Creative writing can be a powerful tool to help comprehend and cope with trauma. It can help share unfathomable experiences in ways that make them relatable and instructive and helpful to other people. But, as I learned in recent months, it can also be an emotional minefield. Yes, this piece is basically a few thousand words where “be careful” would have sufficed (hell, we probably could have gotten this done with emojis if we really wanted: ✍️ + 😭 = ‼️)… but then I wouldn’t have been able to passive-aggressively share the work that I have been so determined to find ways share as broadly as possible.
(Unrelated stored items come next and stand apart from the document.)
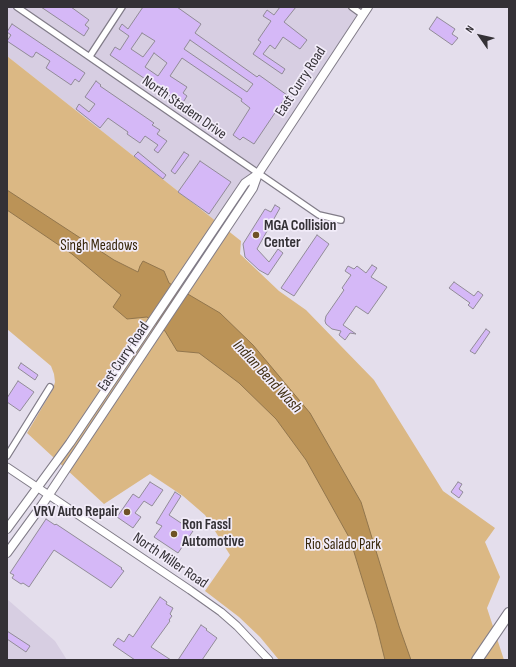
<!DOCTYPE html>
<html>
<head>
<meta charset="utf-8">
<style>
	body { margin:0 }
	#map { position:relative; width:516px; height:667px; overflow:hidden; background:#e4deec; font-family:"Sofia Sans Condensed",sans-serif }
	canvas { display:block }
	.frame { position:absolute; inset:0; border:8px solid #343136; pointer-events:none }
	.north { position:absolute; left:460px; top:16px; width:40px; height:40px; -webkit-text-stroke:3px #f2ecf9; paint-order:stroke; rotate:304deg; font-size:11px; font-weight:700; line-height:16px; text-align:center; color:#343136 }
	.north::after { content:''; display:block; margin:auto; width:14px; height:18px; background:#343136; clip-path:polygon(50% 0,100% 100%,50% 72%,0 100%) }
</style>
</head>
<body>
<div id="map">
<canvas width="516" height="667"></canvas>
<div class="frame"></div>
<div class="north">N</div>
</div>
<script>
const g = document.querySelector('canvas').getContext('2d');
g.lineJoin = 'round';
function fill(path, color) {
  g.fillStyle = color;
  g.fill(path, 'evenodd');
}
function toPath(rows) {
  const path = new Path2D();
  for (const r of rows) {
    path.moveTo(r[0], r[1]);
    for (let i = 2; i < r.length; i += 2) path.lineTo(r[i], r[i + 1]);
  }
  return path;
}
function strokePath(path, color, width, dash) {
  g.strokeStyle = color;
  g.lineWidth = width;
  g.lineCap = dash ? 'butt' : 'round';
  g.setLineDash(dash || []);
  g.stroke(path);
}
function label(font, color, halo, rows, align = 'center') {
  g.font = font + ' "Sofia Sans Condensed",sans-serif';
  g.lineWidth = 3.5;
  g.setLineDash([]);
  g.textBaseline = 'middle';
  g.strokeStyle = halo;
  g.fillStyle = color;
  for (const [text, x, y, turn = 0] of rows) {
    g.save();
    g.translate(x, y);
    g.rotate((+turn || 0) * Math.PI / 180);
    g.textAlign = isNaN(turn) ? turn : align;
    if (halo) g.strokeText(text, 0, 0);
    g.fillText(text, 0, 0);
    g.restore();
  }
}
fill(toPath([
	[7,7,362,7,222,226,7,56],
	[7,599,55,641,67,660,7,660]
]), '#d7cee2');
fill(toPath([
	[7,56,241,241,240,254,279,291,306,310,374,380,443,491,495,528,485,542,500,577,487,608,504,660,279,660,260,637,239,617,205,591,230,555,205,515,183,496,150,474,104,504,27,433,53,389,55,382,54,374,51,366,7,329]
]), '#dbb884');
const water = toPath([
	[7,190,114,260,138,272,140,266,143,261,164,271,169,283,220,313,253,345,310,413,361,502,399,626,411,660,385,660,376,624,350,539,306,460,276,419,239,383,199,353,177,351,165,331,147,317,127,319,113,307,121,295,72,254,7,210,7,190]
]);
fill(water, '#bb9357');
strokePath(water, '#92764d', 1);
const building = toPath([
	[41,7,71,7,89,20,85,25,89,28,84,36,41,7],
	[143,7,177,7,201,24,195,33,257,77,259,75,287,95,254,144,243,137,240,140,233,135,250,108,241,101,242,99,182,58,170,76,187,87,183,93,187,96,182,104,110,55,115,47,120,50,129,36,119,29,122,24,128,29,143,7],
	[142,33,155,41,143,57,131,49,142,33],
	[190,40,253,84,247,92,184,49,190,40],
	[154,53,167,63,158,76,145,67,154,53],
	[280,7,296,7,284,22,307,40,300,49,283,37,275,49,270,45,263,54,285,69,282,74,253,54,261,42,258,40,271,21,263,16,267,10,274,15,280,7],
	[437,17,455,29,452,34,458,38,452,45,429,29,437,17],
	[12,24,85,73,79,82,75,79,71,85,46,68,50,61,36,52,33,57,31,57,7,41,11,35,7,32,12,24],
	[96,81,101,85,100,86,154,123,152,125,160,130,157,134,167,141,158,153,154,150,158,145,145,136,140,143,127,134,128,132,108,118,100,128,76,109,79,104,89,112,95,104,85,97,96,81],
	[138,152,166,175,163,179,134,156,138,152],
	[184,152,189,155,175,174,171,171,184,152],
	[200,161,231,182,209,214,178,192,200,161],
	[275,205,280,208,257,249,269,262,278,249,283,253,268,275,259,270,245,257,243,244,265,209,271,212,275,205],
	[317,235,329,244,294,296,281,288,317,235],
	[372,265,377,268,371,277,387,287,368,314,356,306,343,325,356,334,350,333,345,340,339,335,341,331,332,329,326,324,325,321,326,316,344,290,342,288,351,275,345,271,348,266,354,269,357,266,366,273,372,265],
	[454,282,474,296,478,291,483,295,473,309,468,305,470,303,449,288,454,282],
	[486,329,490,332,475,354,470,351,486,329],
	[21,363,38,375,35,380,18,368,21,363],
	[18,381,34,392,20,411,7,402,7,398,18,381],
	[150,482,163,490,152,506,144,501,135,513,141,517,133,528,117,517,133,494,139,498,150,482],
	[458,482,462,484,459,489,463,492,459,498,451,492,458,482],
	[175,492,181,496,169,515,193,531,178,553,154,537,162,526,156,523,175,492],
	[46,519,55,525,56,524,122,568,121,569,124,571,111,588,54,550,29,587,23,583,21,584,12,578,14,575,10,573,46,519],
	[160,597,167,602,166,604,173,608,170,614,172,616,169,620,170,621,151,647,171,660,135,660,113,645,118,638,124,642,129,634,133,637,160,597],
	[201,625,207,629,206,630,217,638,202,660,178,660,201,625],
	[7,631,30,646,26,652,7,639,7,631]
]);
fill(building, '#d5b8f7');
strokePath(building, '#918b97', 1);
const minor = toPath([
	[17,7,319,215,341,220],
	[352,7,363,15],
	[90,56,122,7],
	[7,456,50,387]
]);
const tertiary = toPath([
	[7,467,190,590,221,612,237,626,269,660]
]);
const primary = toPath([
	[7,529,70,443,245,183,258,174],
	[7,553,42,505,253,188,258,174,368,7]
]);
const motorway = toPath([
	[477,660,509,613]
]);
strokePath(minor, '#817c88', 8);
strokePath(tertiary, '#817c88', 9);
strokePath(primary, '#817c88', 10);
strokePath(motorway, '#817c88', 12);
strokePath(minor, '#fff', 5.5);
strokePath(tertiary, '#fff', 7);
strokePath(primary, '#fff', 8);
strokePath(motorway, '#fff', 10);
for (const [x, y, r, color] of [
	[256,235,4,"#6e5225"],
	[127,512,4,"#6e5225"],
	[174,534,4,"#6e5225"]
]) {
  const dot = new Path2D();
  dot.arc(x, y, r, 0, 2 * Math.PI);
  g.fillStyle = color;
  g.fill(dot);
  strokePath(dot, '#f2ecf9', 1.5);
}
label('15px', '#343136', '#f2ecf9', [
	["East Curry Road",301,82,-57],
	["North Stadem Drive",184,108,35],
	["East Curry Road",124,357,-56],
	["North Miller Road",170,561,34]
]);
label('bold 15px', '#343136', '#f2ecf9', [
	["MGA Collision",264,226],
	["Center",264,243],
	["VRV Auto Repair",119,512,"right"],
	["Ron Fassl",182,525],
	["Automotive",182,542]
], 'left');
label('15px', '#37260a', '#f2ecf9', [
	["Singh Meadows",99,246],
	["Rio Salado Park",343,545]
]);
label('italic 16px', '#3d2c10', '#f2ecf9', [
	["Indian Bend Wash",267,377,47]
]);
</script>
</body>
</html>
Speaking of which…
As challenging as this experience has been at times, it has not been without lessons learned. It has, for example, given me a greater appreciation for writers who chose a career path that requires them to bare their souls on a daily basis and bravely barrel into the ego-annihilating process that is trying to be creative in a brutal business. I watched as Kevin toiled and grinded to do the work he thought was necessary to get where he wanted to go — but I didn’t fully appreciate how demanding that process is on your psyche.
But most of all, the experience has taught me something I thought worth sharing. If you have experienced some form of trauma, loss, or heartbreak and are struggling to figure it out (again, read: pretty much everyone I know), of course, I would caution you to “be careful” and have clear and realistic goals in mind before consciously investing your mental health on the outcome of an effort — be it creative writing or anything else you do to try and honor someone you lost. But I also know that it isn’t usually a conscious choice to end up in the center of a Catch-22. If that is you, just know that you are not alone. Know that there are people who have gone through what you are going through — that common strength exists. It will never be a replacement for who you lost — but know that there are people who are also seeking that same solace — who understand those incomprehensible feelings, and who hope you succeed.
Right now, hope is the best I can do.